Work required
Filter the listing and keep only the lines with the word "Комарова".

Records supplied

-- Opening Marker --

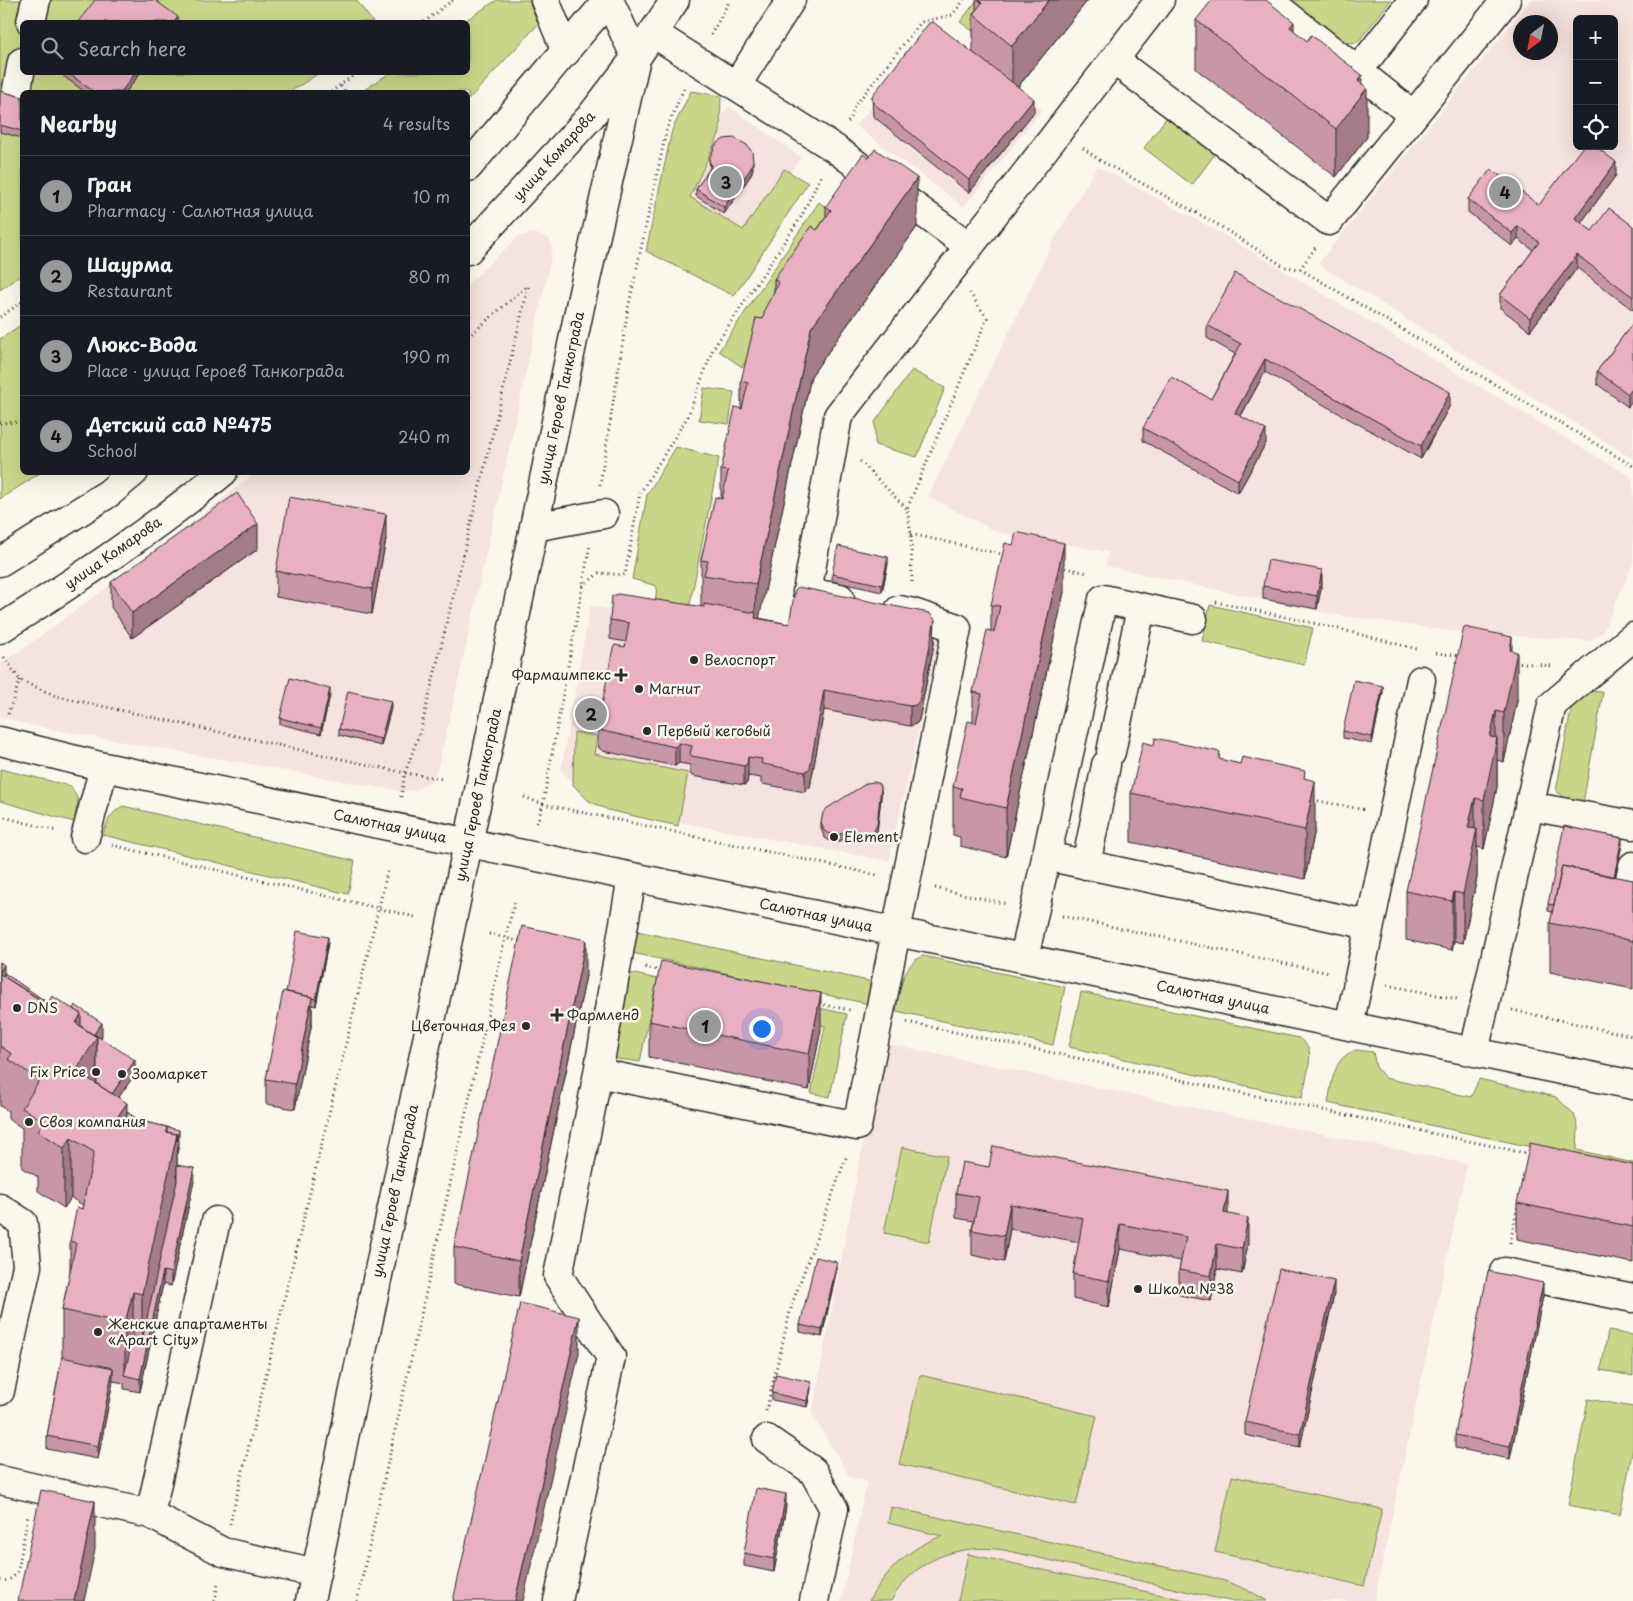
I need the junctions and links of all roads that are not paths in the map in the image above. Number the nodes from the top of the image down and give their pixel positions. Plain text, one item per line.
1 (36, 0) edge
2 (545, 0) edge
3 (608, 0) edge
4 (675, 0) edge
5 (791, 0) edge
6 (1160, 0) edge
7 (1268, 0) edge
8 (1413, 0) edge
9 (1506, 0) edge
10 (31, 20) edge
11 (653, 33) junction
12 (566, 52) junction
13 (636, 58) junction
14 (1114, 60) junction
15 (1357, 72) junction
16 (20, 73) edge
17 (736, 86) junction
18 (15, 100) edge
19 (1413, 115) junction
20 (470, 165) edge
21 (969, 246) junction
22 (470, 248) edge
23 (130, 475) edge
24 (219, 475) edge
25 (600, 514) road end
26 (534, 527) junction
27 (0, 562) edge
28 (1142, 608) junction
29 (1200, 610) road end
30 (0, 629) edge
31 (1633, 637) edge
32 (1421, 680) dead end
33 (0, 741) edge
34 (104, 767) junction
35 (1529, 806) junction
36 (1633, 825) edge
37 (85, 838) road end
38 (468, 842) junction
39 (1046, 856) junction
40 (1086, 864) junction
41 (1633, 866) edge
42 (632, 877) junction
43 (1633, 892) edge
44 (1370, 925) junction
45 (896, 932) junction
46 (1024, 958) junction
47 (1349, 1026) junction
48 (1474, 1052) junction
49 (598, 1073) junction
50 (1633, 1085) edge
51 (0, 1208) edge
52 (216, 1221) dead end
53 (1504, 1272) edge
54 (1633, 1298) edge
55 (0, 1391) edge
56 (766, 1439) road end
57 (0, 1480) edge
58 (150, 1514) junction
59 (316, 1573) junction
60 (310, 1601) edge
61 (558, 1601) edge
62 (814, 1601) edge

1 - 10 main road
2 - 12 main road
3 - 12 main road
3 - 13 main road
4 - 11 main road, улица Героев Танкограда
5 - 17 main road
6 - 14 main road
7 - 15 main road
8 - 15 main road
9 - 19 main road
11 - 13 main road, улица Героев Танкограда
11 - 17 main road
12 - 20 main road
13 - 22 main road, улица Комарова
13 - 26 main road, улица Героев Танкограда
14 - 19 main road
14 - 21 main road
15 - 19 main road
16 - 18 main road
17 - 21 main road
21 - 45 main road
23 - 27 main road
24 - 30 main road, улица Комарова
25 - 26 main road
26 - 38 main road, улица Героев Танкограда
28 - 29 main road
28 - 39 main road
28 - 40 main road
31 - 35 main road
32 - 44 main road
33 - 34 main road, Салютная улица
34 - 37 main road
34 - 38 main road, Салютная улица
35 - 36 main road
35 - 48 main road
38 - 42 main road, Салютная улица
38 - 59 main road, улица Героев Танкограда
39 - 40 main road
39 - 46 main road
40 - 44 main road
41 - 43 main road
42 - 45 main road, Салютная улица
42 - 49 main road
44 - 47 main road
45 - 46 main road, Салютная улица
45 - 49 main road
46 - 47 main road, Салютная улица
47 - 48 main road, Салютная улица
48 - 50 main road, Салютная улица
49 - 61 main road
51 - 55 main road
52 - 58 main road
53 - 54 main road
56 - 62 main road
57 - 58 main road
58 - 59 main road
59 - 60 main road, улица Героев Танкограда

-- Closing Marker --

Output of the task
13 - 22 main road, улица Комарова
24 - 30 main road, улица Комарова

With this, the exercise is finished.